混合集成常规化 (On Mixup Regularization) - 专知论文

会员服务 ·

0

Mixup · 正则化项 · 数据转换 · 变换 · 模型评估 ·

2020 年 12 月 8 日

On Mixup Regularization

翻译：混合集成常规化

Luigi Carratino,Moustapha Cissé,Rodolphe Jenatton,Jean-Philippe Vert

Mixup is a data augmentation technique that creates new examples as convex combinationsof training points and labels. This simple technique has empirically shown to improvethe accuracy of many state-of-the-art models in different settings and applications, butthe reasons behind this empirical success remain poorly understood. In this paper wetake a substantial step in explaining the theoretical foundations of Mixup, by clarifyingits regularization effects. We show that Mixup can be interpreted as standard empiricalrisk minimization estimator subject to a combination of data transformation and randomperturbation of the transformed data.
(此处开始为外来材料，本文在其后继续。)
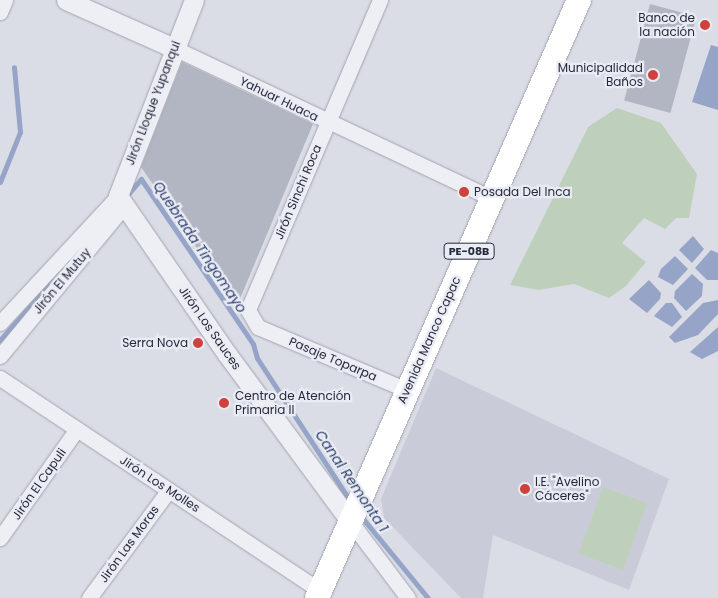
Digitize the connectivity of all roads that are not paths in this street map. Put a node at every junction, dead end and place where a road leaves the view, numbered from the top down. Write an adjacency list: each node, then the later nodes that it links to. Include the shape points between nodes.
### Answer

We gain two core insights from this new interpretation.First, the data transformation suggests that, at test time, a model trained with Mixup shouldalso be applied to transformed data, a one-line change in code that we show empirically toimprove both accuracy and calibration of the prediction. Second, we show how the randomperturbation of the new interpretation of Mixup induces multiple known regularizationschemes, including label smoothing and reduction of the Lipschitz constant of the estimator.These schemes interact synergistically with each other, resulting in a self calibrated andeffective regularization effect that prevents overfitting and overconfident predictions. Wecorroborate our theoretical analysis with experiments that support our conclusions.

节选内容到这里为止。